__What you will do__.
Wherever the string "Parkway" appears in a line of the listing below, report that line.
Records for processing: Begin
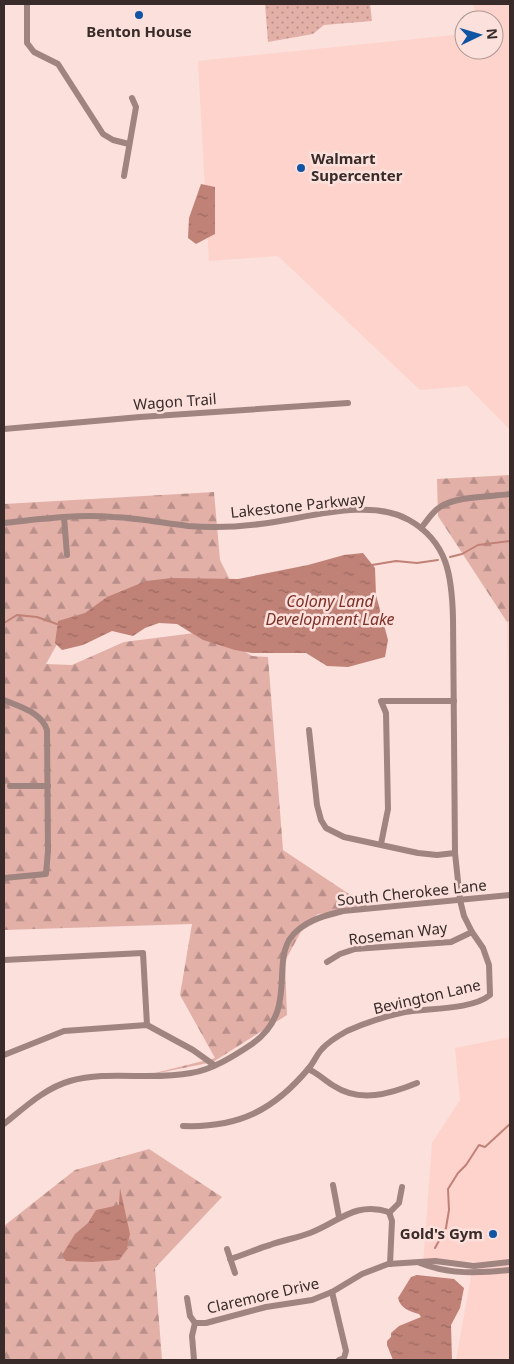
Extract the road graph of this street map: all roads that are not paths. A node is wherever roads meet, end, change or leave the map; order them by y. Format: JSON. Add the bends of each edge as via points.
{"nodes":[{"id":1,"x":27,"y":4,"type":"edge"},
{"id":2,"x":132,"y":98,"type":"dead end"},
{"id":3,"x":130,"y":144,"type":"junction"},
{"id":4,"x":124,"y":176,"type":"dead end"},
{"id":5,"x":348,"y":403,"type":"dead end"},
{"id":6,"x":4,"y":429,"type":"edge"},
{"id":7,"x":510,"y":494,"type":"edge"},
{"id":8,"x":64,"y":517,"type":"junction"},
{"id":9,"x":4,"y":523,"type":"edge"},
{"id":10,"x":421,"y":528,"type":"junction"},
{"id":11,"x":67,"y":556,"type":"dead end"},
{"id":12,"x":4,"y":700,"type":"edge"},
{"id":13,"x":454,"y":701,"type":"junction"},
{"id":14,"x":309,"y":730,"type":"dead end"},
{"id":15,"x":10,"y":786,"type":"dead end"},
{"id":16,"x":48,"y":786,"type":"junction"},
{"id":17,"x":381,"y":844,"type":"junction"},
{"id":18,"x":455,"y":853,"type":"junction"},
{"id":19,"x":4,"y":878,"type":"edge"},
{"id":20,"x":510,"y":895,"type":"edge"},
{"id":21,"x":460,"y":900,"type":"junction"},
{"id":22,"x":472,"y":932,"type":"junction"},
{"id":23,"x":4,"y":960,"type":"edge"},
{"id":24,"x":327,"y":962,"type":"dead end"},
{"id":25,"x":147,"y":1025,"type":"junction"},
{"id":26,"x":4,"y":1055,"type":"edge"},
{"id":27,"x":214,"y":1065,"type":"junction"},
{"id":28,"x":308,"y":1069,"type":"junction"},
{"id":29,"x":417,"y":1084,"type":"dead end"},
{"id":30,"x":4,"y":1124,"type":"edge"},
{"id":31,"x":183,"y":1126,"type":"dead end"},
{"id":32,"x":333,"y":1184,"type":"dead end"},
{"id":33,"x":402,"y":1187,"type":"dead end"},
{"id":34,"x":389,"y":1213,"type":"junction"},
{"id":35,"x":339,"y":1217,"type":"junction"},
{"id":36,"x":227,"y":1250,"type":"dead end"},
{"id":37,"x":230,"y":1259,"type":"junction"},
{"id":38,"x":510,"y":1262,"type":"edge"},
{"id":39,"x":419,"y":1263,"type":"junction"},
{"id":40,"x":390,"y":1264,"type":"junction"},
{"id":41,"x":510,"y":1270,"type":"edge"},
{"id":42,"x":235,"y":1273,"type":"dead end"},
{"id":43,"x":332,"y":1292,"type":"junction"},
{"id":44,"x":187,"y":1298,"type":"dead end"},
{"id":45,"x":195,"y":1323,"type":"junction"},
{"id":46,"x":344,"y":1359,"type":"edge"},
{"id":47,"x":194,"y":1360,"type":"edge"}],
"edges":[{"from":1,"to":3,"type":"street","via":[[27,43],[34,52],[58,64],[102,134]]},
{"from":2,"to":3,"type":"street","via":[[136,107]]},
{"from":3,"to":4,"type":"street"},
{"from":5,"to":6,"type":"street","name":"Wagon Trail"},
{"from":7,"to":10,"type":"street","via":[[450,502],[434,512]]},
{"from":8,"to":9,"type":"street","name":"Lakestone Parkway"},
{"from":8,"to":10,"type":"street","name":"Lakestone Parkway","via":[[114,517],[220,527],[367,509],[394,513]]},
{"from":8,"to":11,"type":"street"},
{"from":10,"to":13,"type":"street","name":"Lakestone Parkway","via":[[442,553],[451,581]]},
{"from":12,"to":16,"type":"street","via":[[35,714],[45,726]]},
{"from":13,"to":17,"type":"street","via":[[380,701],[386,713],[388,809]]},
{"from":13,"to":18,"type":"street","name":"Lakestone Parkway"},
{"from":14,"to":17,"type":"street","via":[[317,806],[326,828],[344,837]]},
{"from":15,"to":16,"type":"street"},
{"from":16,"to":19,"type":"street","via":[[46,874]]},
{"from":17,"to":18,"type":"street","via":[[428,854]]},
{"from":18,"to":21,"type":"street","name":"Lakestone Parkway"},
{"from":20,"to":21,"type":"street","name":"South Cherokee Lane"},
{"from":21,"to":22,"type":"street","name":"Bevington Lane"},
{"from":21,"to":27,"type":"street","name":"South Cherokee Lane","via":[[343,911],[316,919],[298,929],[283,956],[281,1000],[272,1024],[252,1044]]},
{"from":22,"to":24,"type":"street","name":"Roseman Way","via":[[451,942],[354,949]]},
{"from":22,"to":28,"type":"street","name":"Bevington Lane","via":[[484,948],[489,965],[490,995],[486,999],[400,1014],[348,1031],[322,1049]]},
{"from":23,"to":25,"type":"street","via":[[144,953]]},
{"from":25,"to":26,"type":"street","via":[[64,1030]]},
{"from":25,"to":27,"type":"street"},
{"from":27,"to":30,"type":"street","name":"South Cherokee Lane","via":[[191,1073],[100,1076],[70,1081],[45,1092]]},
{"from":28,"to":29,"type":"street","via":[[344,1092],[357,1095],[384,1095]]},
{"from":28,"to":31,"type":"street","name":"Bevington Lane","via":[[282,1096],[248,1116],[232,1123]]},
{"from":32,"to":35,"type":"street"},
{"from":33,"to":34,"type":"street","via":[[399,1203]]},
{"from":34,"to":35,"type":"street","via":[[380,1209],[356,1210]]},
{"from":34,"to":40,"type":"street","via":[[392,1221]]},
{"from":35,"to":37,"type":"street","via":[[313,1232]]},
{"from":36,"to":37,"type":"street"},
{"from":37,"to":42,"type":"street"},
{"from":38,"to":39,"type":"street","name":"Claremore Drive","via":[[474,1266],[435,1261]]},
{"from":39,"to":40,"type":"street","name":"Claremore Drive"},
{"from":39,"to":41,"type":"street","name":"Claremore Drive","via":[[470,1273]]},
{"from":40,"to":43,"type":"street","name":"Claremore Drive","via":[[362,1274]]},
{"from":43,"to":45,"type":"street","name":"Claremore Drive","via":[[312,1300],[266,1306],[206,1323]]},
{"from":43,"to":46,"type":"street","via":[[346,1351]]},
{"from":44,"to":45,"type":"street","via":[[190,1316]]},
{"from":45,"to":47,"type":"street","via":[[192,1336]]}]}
Records for processing: End
__Solution to the problem__.
{"from":8,"to":9,"type":"street","name":"Lakestone Parkway"},
{"from":8,"to":10,"type":"street","name":"Lakestone Parkway","via":[[114,517],[220,527],[367,509],[394,513]]},
{"from":10,"to":13,"type":"street","name":"Lakestone Parkway","via":[[442,553],[451,581]]},
{"from":13,"to":18,"type":"street","name":"Lakestone Parkway"},
{"from":18,"to":21,"type":"street","name":"Lakestone Parkway"},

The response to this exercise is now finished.